---------- Records provided ----------

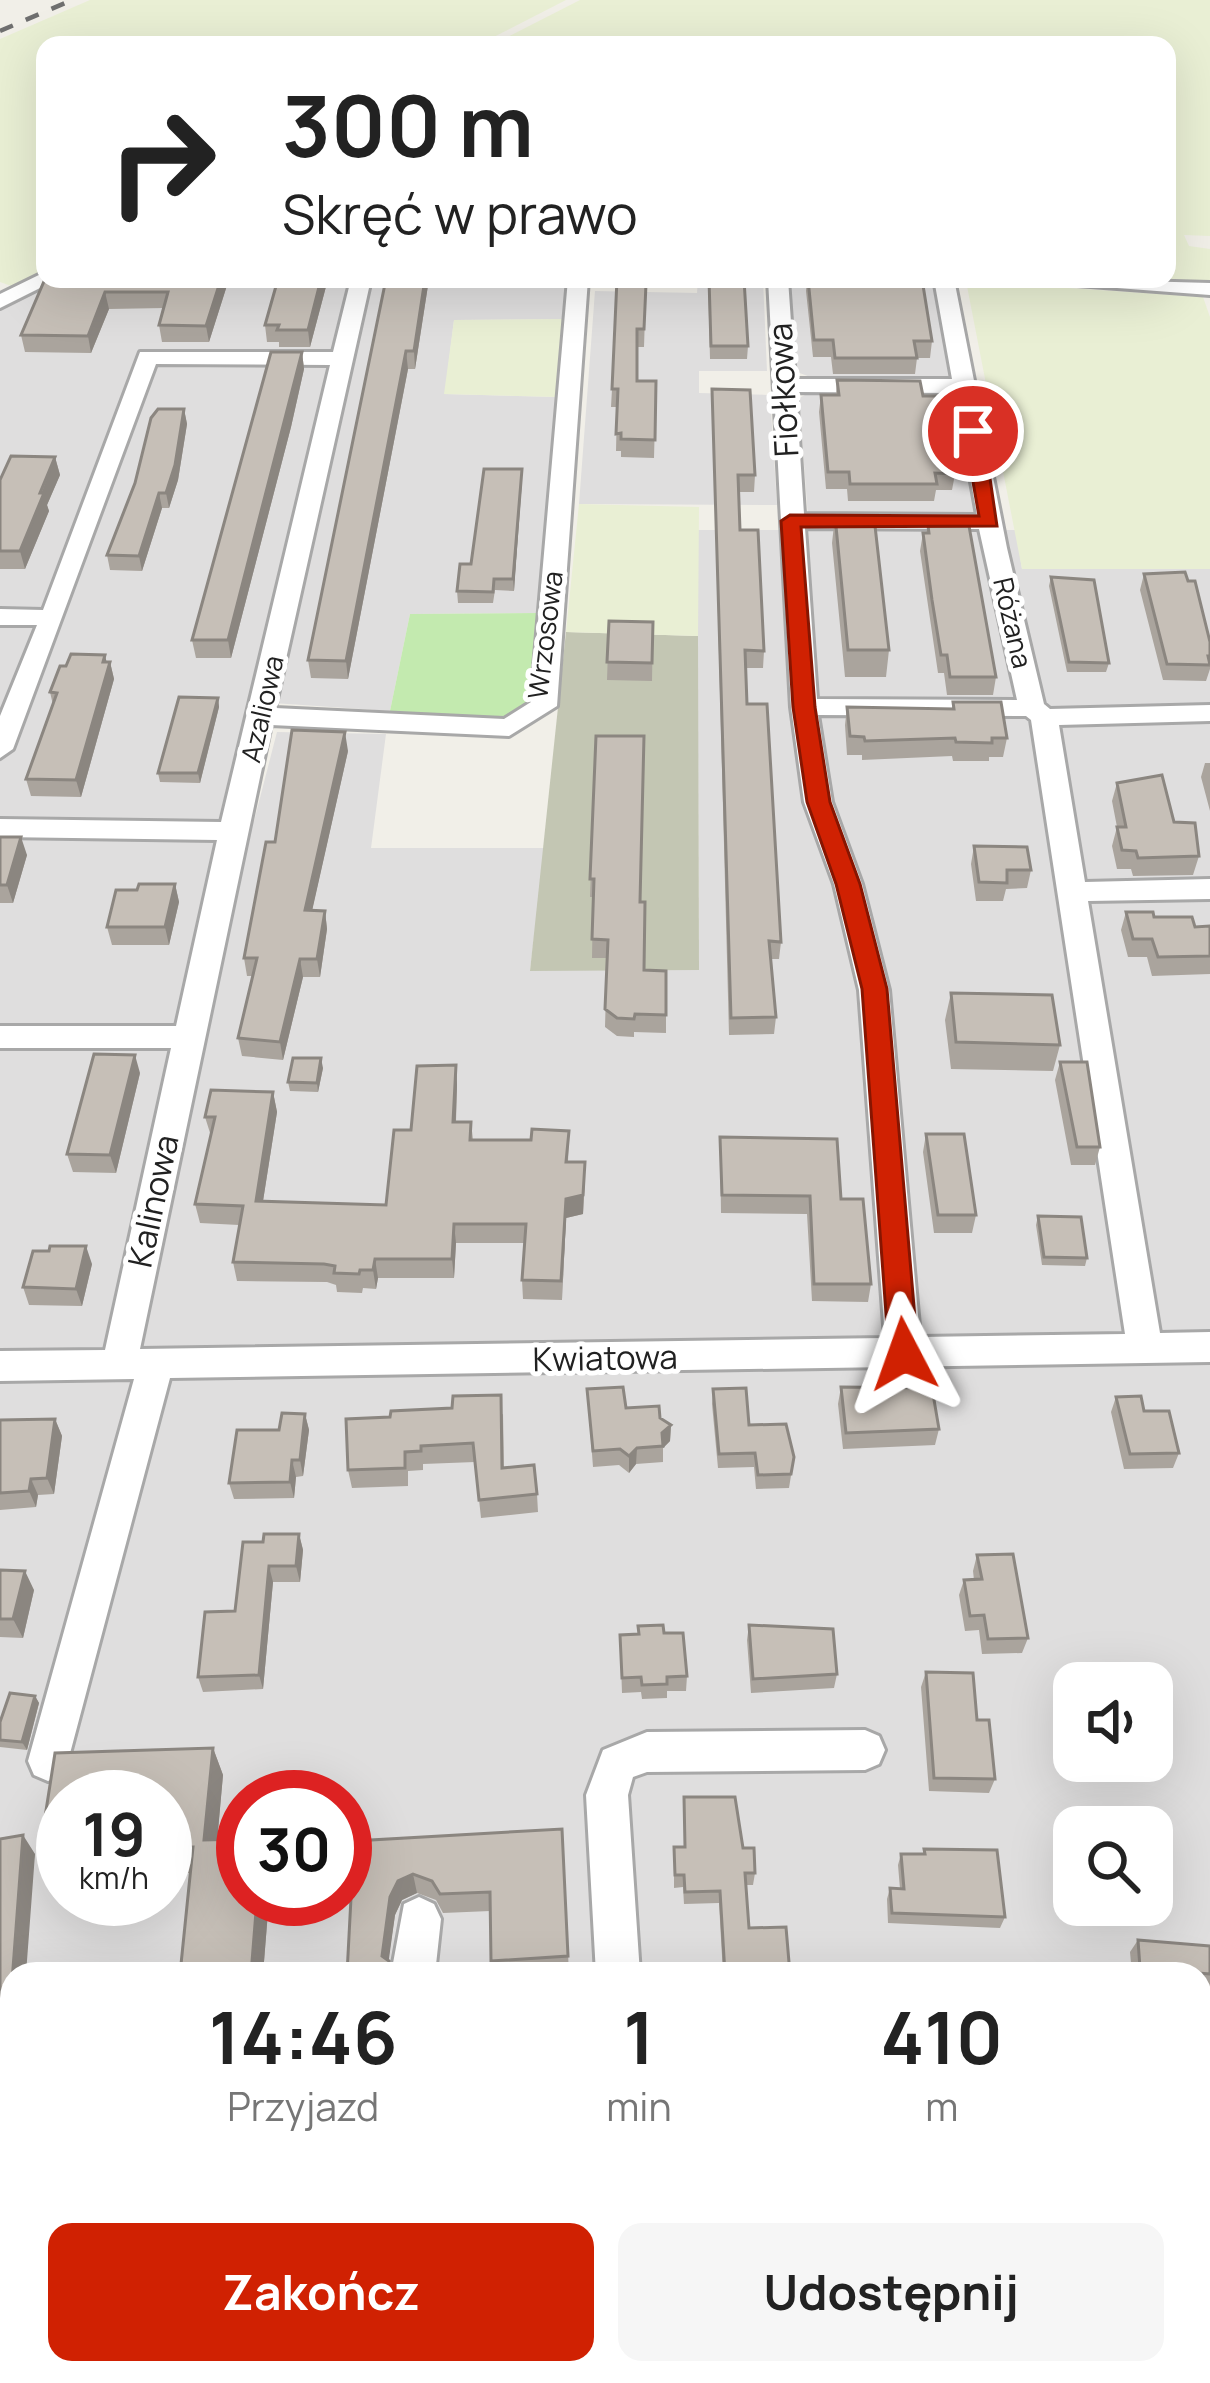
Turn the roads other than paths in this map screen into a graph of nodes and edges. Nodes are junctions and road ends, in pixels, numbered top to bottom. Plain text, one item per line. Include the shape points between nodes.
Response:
1 (36, 283) edge
2 (1176, 286) edge
3 (359, 288) edge
4 (577, 288) edge
5 (778, 288) edge
6 (946, 288) edge
7 (1210, 289) edge
8 (0, 302) edge
9 (342, 359) junction
10 (782, 385) junction
11 (964, 386) junction
12 (790, 521) junction
13 (990, 522) junction
14 (0, 617) edge
15 (53, 618) junction
16 (804, 707) junction
17 (1038, 712) junction
18 (1210, 713) edge
19 (261, 716) junction
20 (0, 748) edge
21 (0, 828) edge
22 (233, 831) junction
23 (1210, 889) edge
24 (1070, 892) junction
25 (0, 1037) edge
26 (188, 1037) junction
27 (1210, 1347) edge
28 (1145, 1348) junction
29 (904, 1354) junction
30 (138, 1365) junction
31 (0, 1366) edge
32 (865, 1750) dead end
33 (48, 1761) edge
34 (419, 1919) dead end
35 (414, 1962) edge
36 (617, 1962) edge

1 - 8 street
2 - 7 street
3 - 9 street, Azaliowa
4 - 19 street, Wrzosowa via 544,706 508,728
5 - 10 street, Fiołkowa
6 - 11 street, Różana
9 - 15 street via 148,357
9 - 19 street, Azaliowa
10 - 11 street
10 - 12 street, Fiołkowa
11 - 13 street, Różana
12 - 13 street
12 - 16 street, Fiołkowa
13 - 17 street, Różana
14 - 15 street
15 - 20 street
16 - 17 street
16 - 29 street, Fiołkowa via 818,802 874,989
17 - 18 street
17 - 24 street, Różana
19 - 22 street, Azaliowa
21 - 22 street
22 - 26 street, Kalinowa
23 - 24 street
24 - 28 street, Różana
25 - 26 street
26 - 30 street, Kalinowa
27 - 28 street, Kwiatowa
28 - 29 street, Kwiatowa
29 - 30 street, Kwiatowa
30 - 31 street, Kwiatowa
30 - 33 street, Kalinowa
32 - 36 street via 647,1753 617,1765 607,1795
34 - 35 street

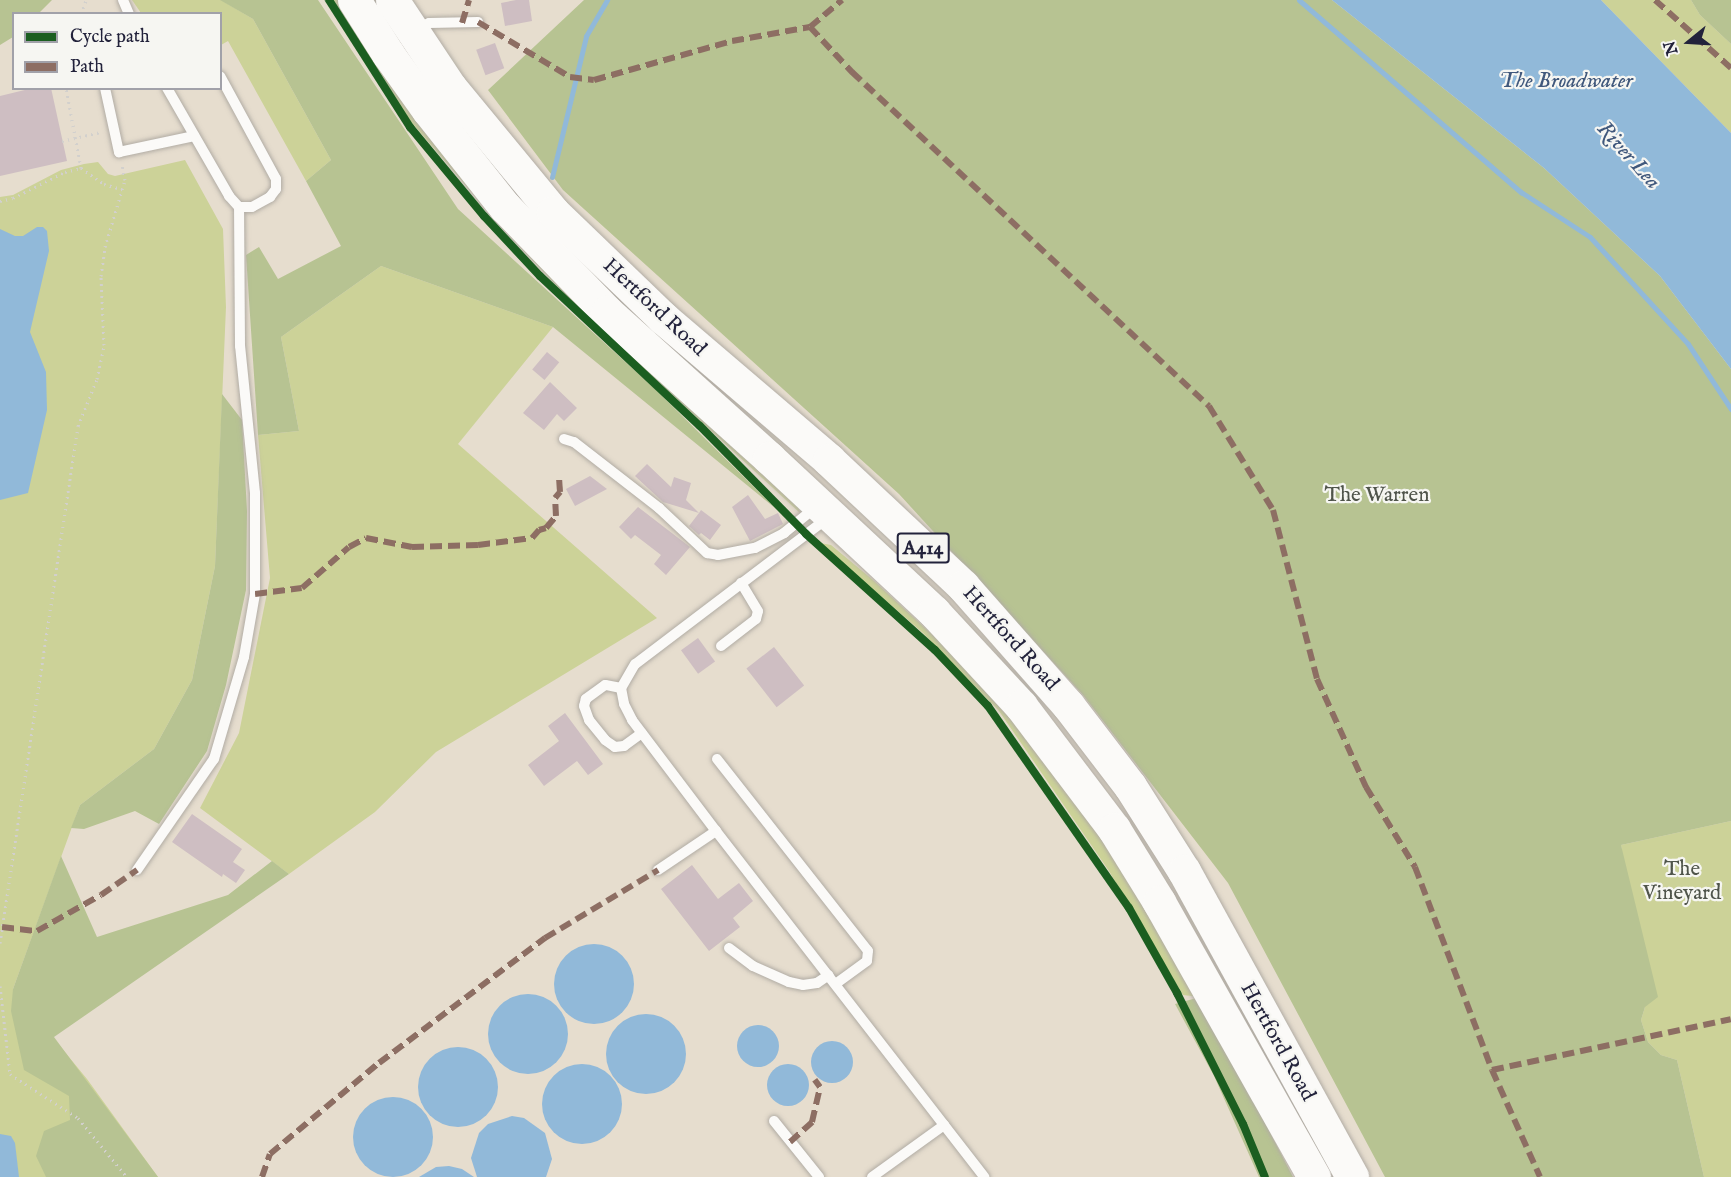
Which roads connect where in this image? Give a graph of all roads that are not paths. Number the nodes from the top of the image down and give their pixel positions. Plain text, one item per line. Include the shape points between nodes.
1 (354, 0) edge
2 (392, 0) edge
3 (478, 22) dead end
4 (412, 32) junction
5 (222, 80) edge
6 (105, 90) edge
7 (168, 90) edge
8 (194, 136) junction
9 (239, 207) junction
10 (564, 440) dead end
11 (824, 511) junction
12 (741, 583) junction
13 (721, 646) dead end
14 (621, 687) junction
15 (642, 733) junction
16 (717, 759) dead end
17 (716, 831) junction
18 (137, 870) dead end
19 (658, 870) dead end
20 (729, 948) dead end
21 (832, 979) junction
22 (774, 1122) dead end
23 (944, 1125) junction
24 (819, 1177) edge
25 (872, 1177) edge
26 (984, 1177) edge
27 (1314, 1177) edge
28 (1352, 1177) edge

1 - 11 highway, Hertford Road / A414 via 428,110 504,207 607,312
2 - 4 highway, Hertford Road / A414
3 - 4 lane via 429,23
4 - 28 highway, Hertford Road / A414 via 450,87 553,212 663,318 829,460 963,586 1055,689 1130,786 1184,871
5 - 9 lane via 276,179 276,189 270,197 252,207
6 - 8 lane via 119,152
7 - 8 lane
8 - 9 lane
9 - 18 lane via 240,346 255,493 255,594 244,657 214,759
10 - 11 lane via 574,442 659,508 707,553 734,554 755,548
11 - 12 lane
11 - 27 highway, Hertford Road / A414 via 934,612 1021,706 1090,795 1160,902
12 - 13 lane via 758,611 756,619
12 - 14 lane via 635,664
14 - 15 lane via 624,704
14 - 15 lane via 605,685 586,699 589,720 615,747 624,746
15 - 17 lane
16 - 21 lane via 868,951 867,961
17 - 19 lane
17 - 21 lane
20 - 21 lane via 753,966 789,982 803,986
21 - 23 lane
22 - 24 lane
23 - 25 lane
23 - 26 lane

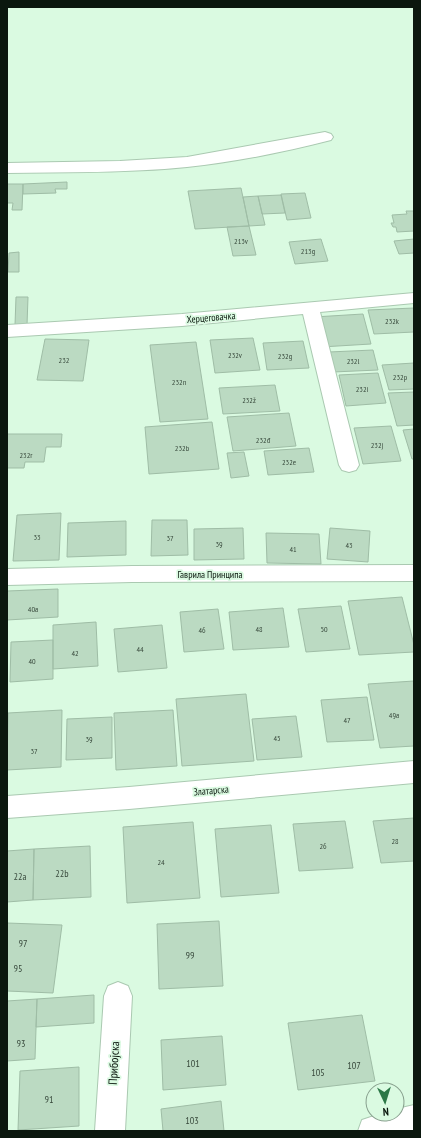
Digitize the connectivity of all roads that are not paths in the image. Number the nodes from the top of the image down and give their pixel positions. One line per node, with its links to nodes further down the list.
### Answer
1 (325, 137): 2 (street)
2 (7, 168)
3 (414, 298): 4 (street, Херцеговачка)
4 (310, 307): 5 (street, Херцеговачка); 6 (street)
5 (7, 331)
6 (349, 465)
7 (414, 573): 8 (street, Гаврила Принципа)
8 (7, 577)
9 (414, 772): 10 (street, Златарска)
10 (7, 807)
11 (118, 996): 13 (street, Прибојска)
12 (414, 1120): 14 (street)
13 (110, 1131)
14 (373, 1131)

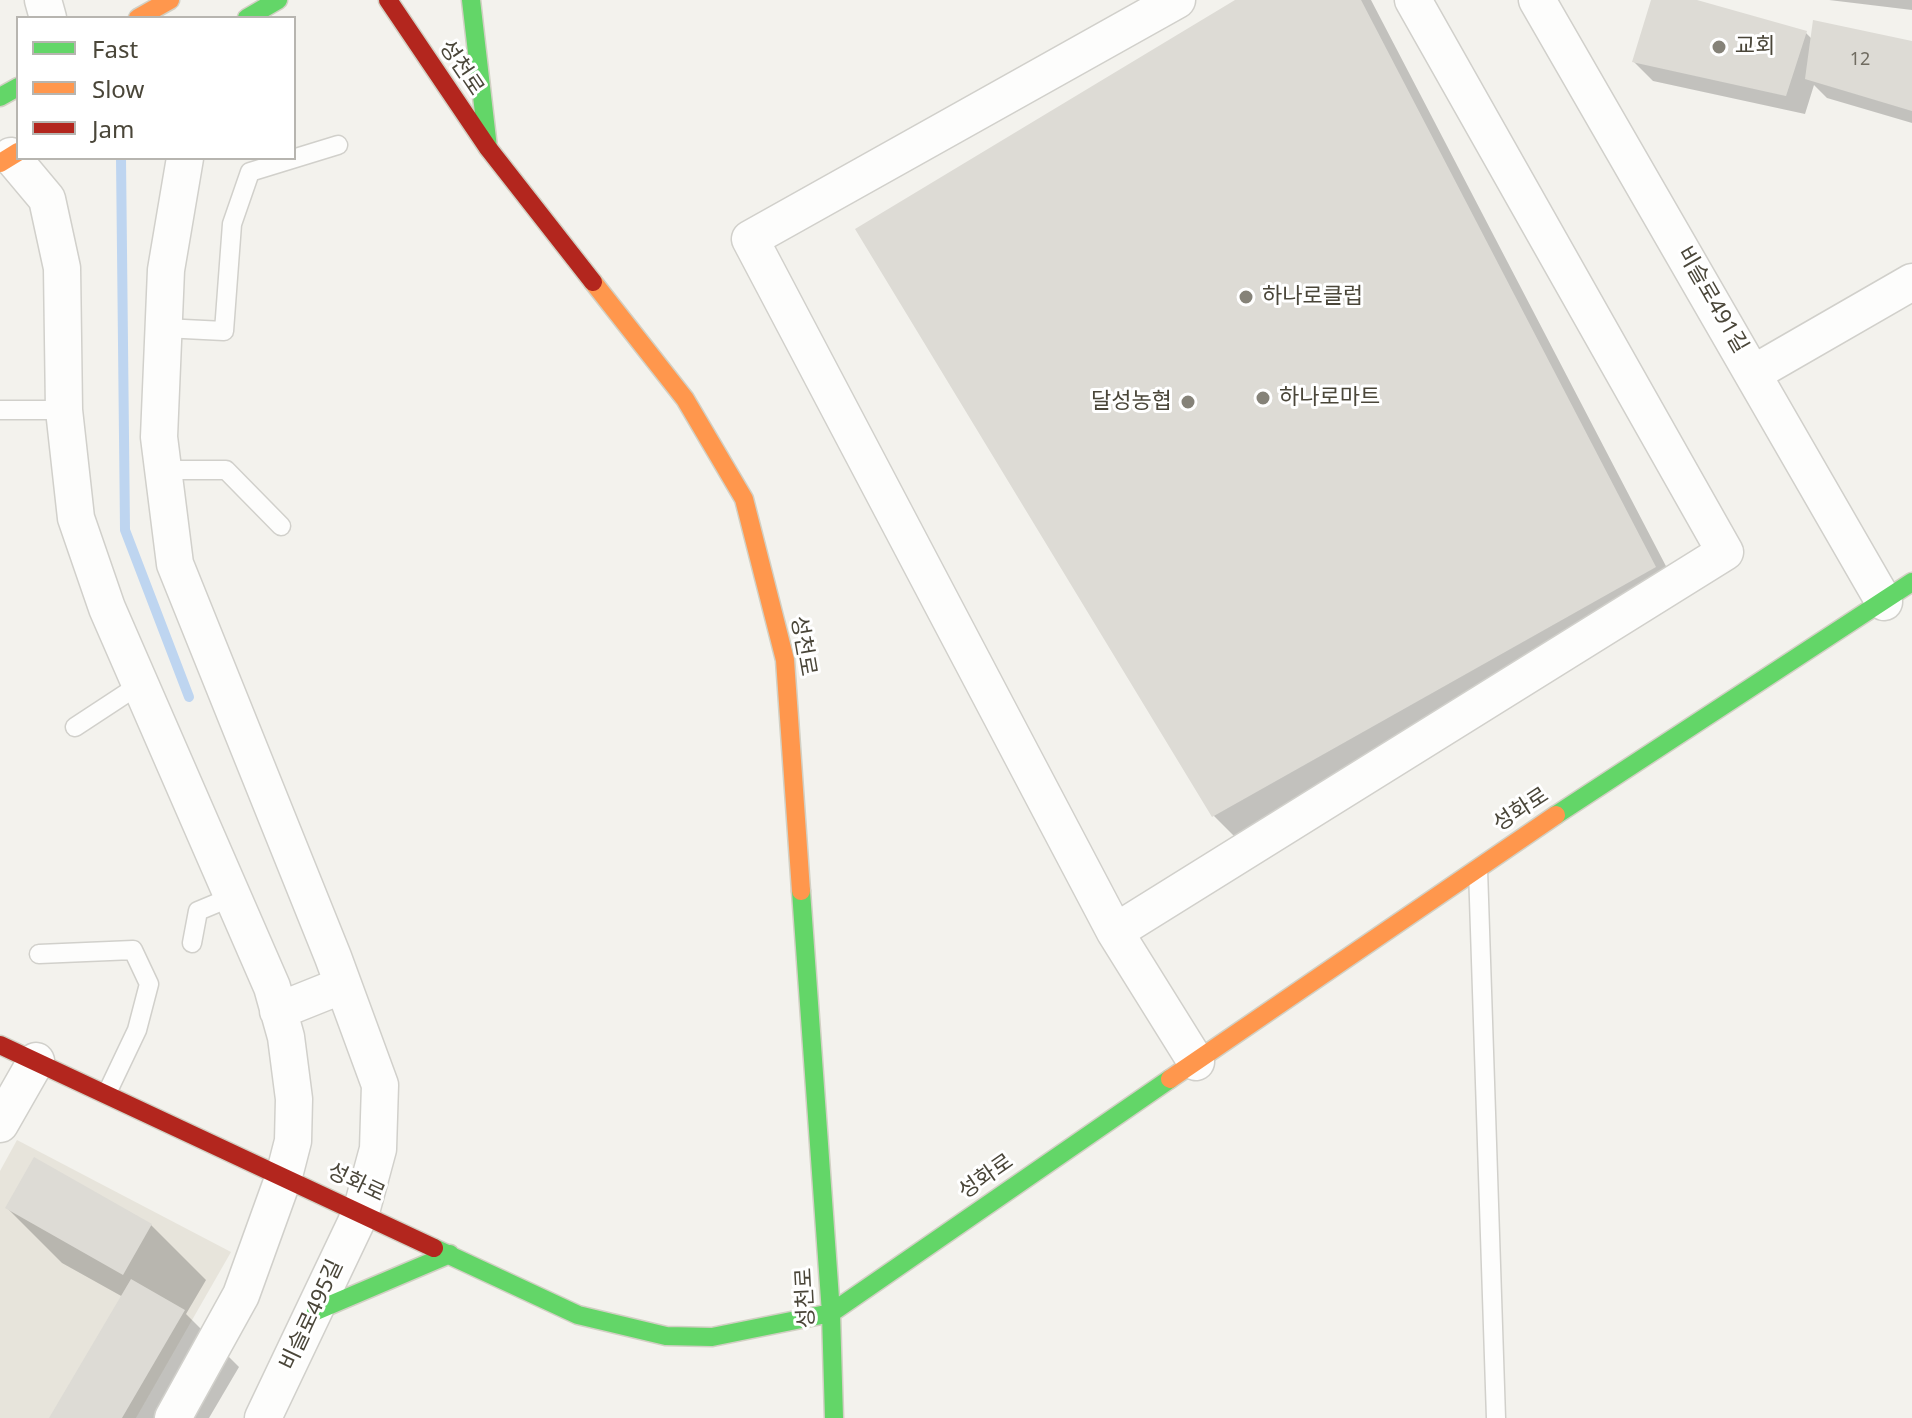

----------

Work request ::
Could you write out verbatim only those lines that run from the line containing "Digitize the connectivity" through the end of the listing above, both included, without the pictures?

Written response ::
Digitize the connectivity of all roads that are not paths in the image. Number the nodes from the top of the image down and give their pixel positions. One line per node, with its links to nodes further down the list.
### Answer
1 (325, 137): 2 (street)
2 (7, 168)
3 (414, 298): 4 (street, Херцеговачка)
4 (310, 307): 5 (street, Херцеговачка); 6 (street)
5 (7, 331)
6 (349, 465)
7 (414, 573): 8 (street, Гаврила Принципа)
8 (7, 577)
9 (414, 772): 10 (street, Златарска)
10 (7, 807)
11 (118, 996): 13 (street, Прибојска)
12 (414, 1120): 14 (street)
13 (110, 1131)
14 (373, 1131)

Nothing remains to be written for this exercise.